■ **What to produce**
All of the records below are to be given again word for word, with the pictures removed.

Entries provided START

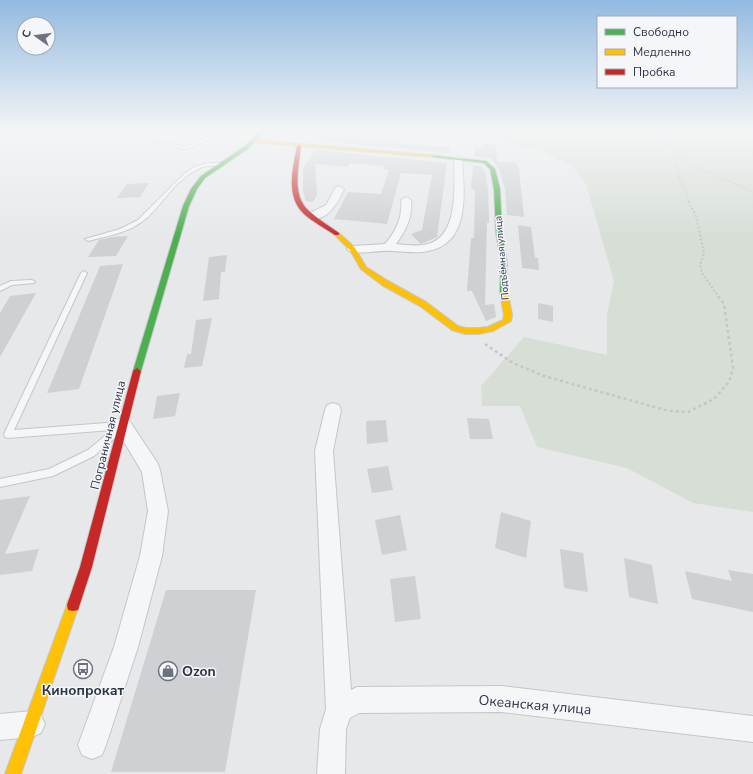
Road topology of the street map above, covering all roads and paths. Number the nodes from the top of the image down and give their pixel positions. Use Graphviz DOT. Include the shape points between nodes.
graph roads {
  1 [pos="201,166"];
  2 [pos="217,166"];
  3 [pos="297,166"];
  4 [pos="458,166"];
  5 [pos="491,166"];
  6 [pos="677,166"];
  7 [pos="696,166"];
  8 [pos="339,189"];
  9 [pos="753,192"];
  10 [pos="406,200"];
  11 [pos="312,216"];
  12 [pos="88,239"];
  13 [pos="388,247"];
  14 [pos="353,249"];
  15 [pos="84,273"];
  16 [pos="32,282"];
  17 [pos="0,289"];
  18 [pos="469,332"];
  19 [pos="333,410"];
  20 [pos="122,425"];
  21 [pos="4,434"];
  22 [pos="0,483"];
  23 [pos="336,719"];
  24 [pos="32,724"];
  25 [pos="0,727"];
  26 [pos="753,729"];
  27 [pos="92,745"];
  28 [pos="12,774"];
  29 [pos="331,774"];
  1 -- 12 [label="lane" via="184,175 141,220 132,226"];
  2 -- 20 [label="street, Пограничная улица" via="198,182 186,206"];
  3 -- 11 [label="street" via="294,196 299,205"];
  4 -- 13 [label="street" via="459,201 454,226 445,240 428,248"];
  5 -- 18 [label="street, Подъёмная улица" via="497,189 498,232 504,263 503,290 508,315 507,322 497,327"];
  6 -- 18 [label="path" via="679,180 686,190 689,204 696,216 704,253 700,265 702,273 724,304 732,368 729,382 714,399 688,412 669,411 544,376 513,363"];
  7 -- 9 [label="path"];
  8 -- 11 [label="street" via="332,206"];
  10 -- 13 [label="street" via="408,207 401,231"];
  11 -- 14 [label="street"];
  13 -- 14 [label="street"];
  14 -- 18 [label="street" via="362,267 386,284 424,304 448,324 458,330"];
  15 -- 21 [label="lane"];
  16 -- 17 [label="lane" via="11,283"];
  19 -- 23 [label="street" via="324,452"];
  20 -- 21 [label="lane"];
  20 -- 22 [label="lane" via="91,453 50,474"];
  20 -- 24 [label="street, Пограничная улица" via="86,567"];
  20 -- 27 [label="street" via="151,470 158,511 151,556 126,647"];
  23 -- 26 [label="street, Океанская улица" via="357,700 501,699"];
  23 -- 29 [label="street"];
  24 -- 25 [label="street"];
  24 -- 28 [label="street, Пограничная улица"];
}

Entries provided END

■ **Your response**
Road topology of the street map above, covering all roads and paths. Number the nodes from the top of the image down and give their pixel positions. Use Graphviz DOT. Include the shape points between nodes.
graph roads {
  1 [pos="201,166"];
  2 [pos="217,166"];
  3 [pos="297,166"];
  4 [pos="458,166"];
  5 [pos="491,166"];
  6 [pos="677,166"];
  7 [pos="696,166"];
  8 [pos="339,189"];
  9 [pos="753,192"];
  10 [pos="406,200"];
  11 [pos="312,216"];
  12 [pos="88,239"];
  13 [pos="388,247"];
  14 [pos="353,249"];
  15 [pos="84,273"];
  16 [pos="32,282"];
  17 [pos="0,289"];
  18 [pos="469,332"];
  19 [pos="333,410"];
  20 [pos="122,425"];
  21 [pos="4,434"];
  22 [pos="0,483"];
  23 [pos="336,719"];
  24 [pos="32,724"];
  25 [pos="0,727"];
  26 [pos="753,729"];
  27 [pos="92,745"];
  28 [pos="12,774"];
  29 [pos="331,774"];
  1 -- 12 [label="lane" via="184,175 141,220 132,226"];
  2 -- 20 [label="street, Пограничная улица" via="198,182 186,206"];
  3 -- 11 [label="street" via="294,196 299,205"];
  4 -- 13 [label="street" via="459,201 454,226 445,240 428,248"];
  5 -- 18 [label="street, Подъёмная улица" via="497,189 498,232 504,263 503,290 508,315 507,322 497,327"];
  6 -- 18 [label="path" via="679,180 686,190 689,204 696,216 704,253 700,265 702,273 724,304 732,368 729,382 714,399 688,412 669,411 544,376 513,363"];
  7 -- 9 [label="path"];
  8 -- 11 [label="street" via="332,206"];
  10 -- 13 [label="street" via="408,207 401,231"];
  11 -- 14 [label="street"];
  13 -- 14 [label="street"];
  14 -- 18 [label="street" via="362,267 386,284 424,304 448,324 458,330"];
  15 -- 21 [label="lane"];
  16 -- 17 [label="lane" via="11,283"];
  19 -- 23 [label="street" via="324,452"];
  20 -- 21 [label="lane"];
  20 -- 22 [label="lane" via="91,453 50,474"];
  20 -- 24 [label="street, Пограничная улица" via="86,567"];
  20 -- 27 [label="street" via="151,470 158,511 151,556 126,647"];
  23 -- 26 [label="street, Океанская улица" via="357,700 501,699"];
  23 -- 29 [label="street"];
  24 -- 25 [label="street"];
  24 -- 28 [label="street, Пограничная улица"];
}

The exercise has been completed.